■ What the exercise asks
Only lines with the string "graph" matter here; gather them from the material below.

■ Entries shown
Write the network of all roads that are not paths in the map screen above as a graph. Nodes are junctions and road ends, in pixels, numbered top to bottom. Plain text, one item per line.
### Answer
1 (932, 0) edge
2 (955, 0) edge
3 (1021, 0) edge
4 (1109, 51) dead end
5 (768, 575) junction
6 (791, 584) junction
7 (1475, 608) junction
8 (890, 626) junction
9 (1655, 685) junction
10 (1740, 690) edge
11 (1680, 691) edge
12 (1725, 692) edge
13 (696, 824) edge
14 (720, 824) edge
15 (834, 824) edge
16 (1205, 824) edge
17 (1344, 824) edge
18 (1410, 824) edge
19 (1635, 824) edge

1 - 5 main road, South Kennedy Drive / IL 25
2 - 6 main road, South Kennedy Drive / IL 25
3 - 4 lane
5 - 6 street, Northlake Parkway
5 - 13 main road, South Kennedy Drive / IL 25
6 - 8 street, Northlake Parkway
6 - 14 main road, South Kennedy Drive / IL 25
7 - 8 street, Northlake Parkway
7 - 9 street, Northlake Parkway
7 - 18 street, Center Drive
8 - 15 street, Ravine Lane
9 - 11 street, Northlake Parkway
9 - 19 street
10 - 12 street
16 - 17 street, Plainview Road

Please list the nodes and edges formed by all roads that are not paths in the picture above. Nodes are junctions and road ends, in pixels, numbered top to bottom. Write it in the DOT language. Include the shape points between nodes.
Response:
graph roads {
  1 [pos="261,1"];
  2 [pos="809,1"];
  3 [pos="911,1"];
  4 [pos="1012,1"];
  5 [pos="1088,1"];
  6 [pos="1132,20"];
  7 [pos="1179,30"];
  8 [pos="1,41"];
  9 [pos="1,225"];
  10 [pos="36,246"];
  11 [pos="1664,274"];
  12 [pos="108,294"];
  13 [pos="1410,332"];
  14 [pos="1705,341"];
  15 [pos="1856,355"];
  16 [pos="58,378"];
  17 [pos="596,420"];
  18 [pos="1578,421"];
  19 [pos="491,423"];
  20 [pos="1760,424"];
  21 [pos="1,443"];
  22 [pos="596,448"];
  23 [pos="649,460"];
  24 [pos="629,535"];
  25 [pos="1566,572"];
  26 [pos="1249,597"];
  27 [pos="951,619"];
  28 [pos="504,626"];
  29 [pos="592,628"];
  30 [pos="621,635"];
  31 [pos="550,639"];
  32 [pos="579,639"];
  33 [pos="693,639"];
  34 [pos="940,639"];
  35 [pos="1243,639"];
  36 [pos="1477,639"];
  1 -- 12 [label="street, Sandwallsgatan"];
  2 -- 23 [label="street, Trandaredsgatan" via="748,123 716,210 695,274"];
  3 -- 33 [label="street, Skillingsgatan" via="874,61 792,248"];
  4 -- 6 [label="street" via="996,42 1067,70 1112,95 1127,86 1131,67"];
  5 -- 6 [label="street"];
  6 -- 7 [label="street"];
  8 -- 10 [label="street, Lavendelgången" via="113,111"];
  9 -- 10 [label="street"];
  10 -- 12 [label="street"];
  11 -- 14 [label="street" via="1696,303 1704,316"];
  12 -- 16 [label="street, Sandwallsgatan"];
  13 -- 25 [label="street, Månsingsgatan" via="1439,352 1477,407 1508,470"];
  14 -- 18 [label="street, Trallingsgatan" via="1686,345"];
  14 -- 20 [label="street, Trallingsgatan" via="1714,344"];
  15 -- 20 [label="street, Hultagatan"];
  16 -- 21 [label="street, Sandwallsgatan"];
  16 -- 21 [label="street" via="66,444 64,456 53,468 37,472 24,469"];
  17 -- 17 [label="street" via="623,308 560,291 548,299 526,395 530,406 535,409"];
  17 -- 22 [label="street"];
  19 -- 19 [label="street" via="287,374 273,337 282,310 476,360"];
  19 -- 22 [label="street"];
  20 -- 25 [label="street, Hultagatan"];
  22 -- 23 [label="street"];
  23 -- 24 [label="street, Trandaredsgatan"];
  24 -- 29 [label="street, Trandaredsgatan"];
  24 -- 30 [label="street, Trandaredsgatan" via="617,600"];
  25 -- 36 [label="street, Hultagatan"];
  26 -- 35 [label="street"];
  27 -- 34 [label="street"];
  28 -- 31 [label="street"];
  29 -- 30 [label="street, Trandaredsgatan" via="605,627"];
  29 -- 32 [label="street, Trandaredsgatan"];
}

■ Task answer
Write the network of all roads that are not paths in the map screen above as a graph. Nodes are junctions and road ends, in pixels, numbered top to bottom. Plain text, one item per line.
graph roads {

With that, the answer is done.